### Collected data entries

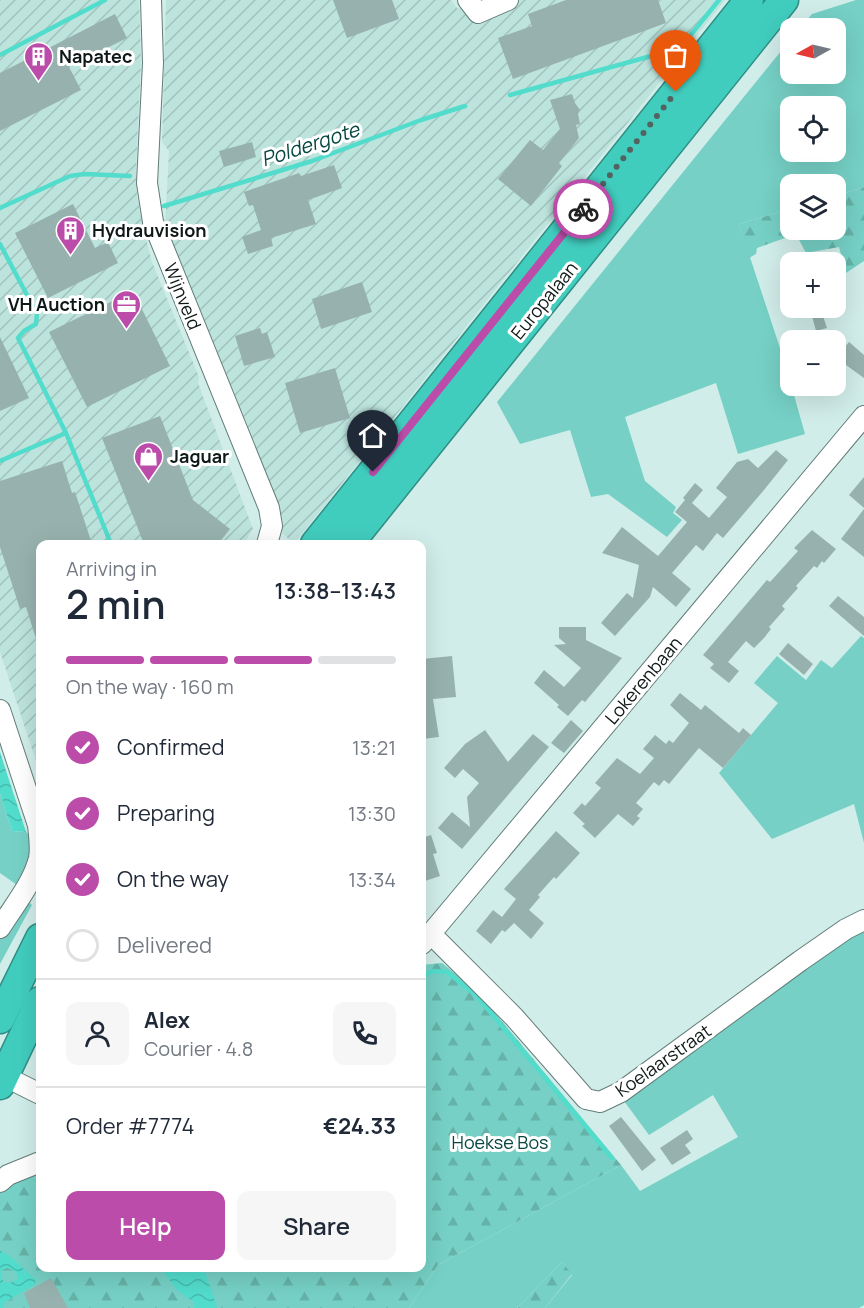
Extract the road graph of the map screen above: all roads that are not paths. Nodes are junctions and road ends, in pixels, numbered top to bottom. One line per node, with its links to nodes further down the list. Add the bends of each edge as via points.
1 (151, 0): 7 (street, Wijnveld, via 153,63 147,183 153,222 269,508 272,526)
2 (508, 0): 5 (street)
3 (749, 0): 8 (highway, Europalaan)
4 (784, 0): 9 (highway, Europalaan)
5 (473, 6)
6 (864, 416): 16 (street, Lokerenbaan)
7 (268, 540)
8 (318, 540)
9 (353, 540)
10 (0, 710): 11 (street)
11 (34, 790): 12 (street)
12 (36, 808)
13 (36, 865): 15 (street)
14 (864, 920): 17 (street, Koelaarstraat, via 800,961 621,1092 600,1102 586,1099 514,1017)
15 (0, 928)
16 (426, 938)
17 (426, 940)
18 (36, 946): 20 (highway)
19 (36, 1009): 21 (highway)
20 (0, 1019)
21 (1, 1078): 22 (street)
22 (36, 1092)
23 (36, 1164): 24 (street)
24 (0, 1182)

### Work request
Quote each entry above verbatim and drop the pictures.

### Reply
Extract the road graph of the map screen above: all roads that are not paths. Nodes are junctions and road ends, in pixels, numbered top to bottom. One line per node, with its links to nodes further down the list. Add the bends of each edge as via points.
1 (151, 0): 7 (street, Wijnveld, via 153,63 147,183 153,222 269,508 272,526)
2 (508, 0): 5 (street)
3 (749, 0): 8 (highway, Europalaan)
4 (784, 0): 9 (highway, Europalaan)
5 (473, 6)
6 (864, 416): 16 (street, Lokerenbaan)
7 (268, 540)
8 (318, 540)
9 (353, 540)
10 (0, 710): 11 (street)
11 (34, 790): 12 (street)
12 (36, 808)
13 (36, 865): 15 (street)
14 (864, 920): 17 (street, Koelaarstraat, via 800,961 621,1092 600,1102 586,1099 514,1017)
15 (0, 928)
16 (426, 938)
17 (426, 940)
18 (36, 946): 20 (highway)
19 (36, 1009): 21 (highway)
20 (0, 1019)
21 (1, 1078): 22 (street)
22 (36, 1092)
23 (36, 1164): 24 (street)
24 (0, 1182)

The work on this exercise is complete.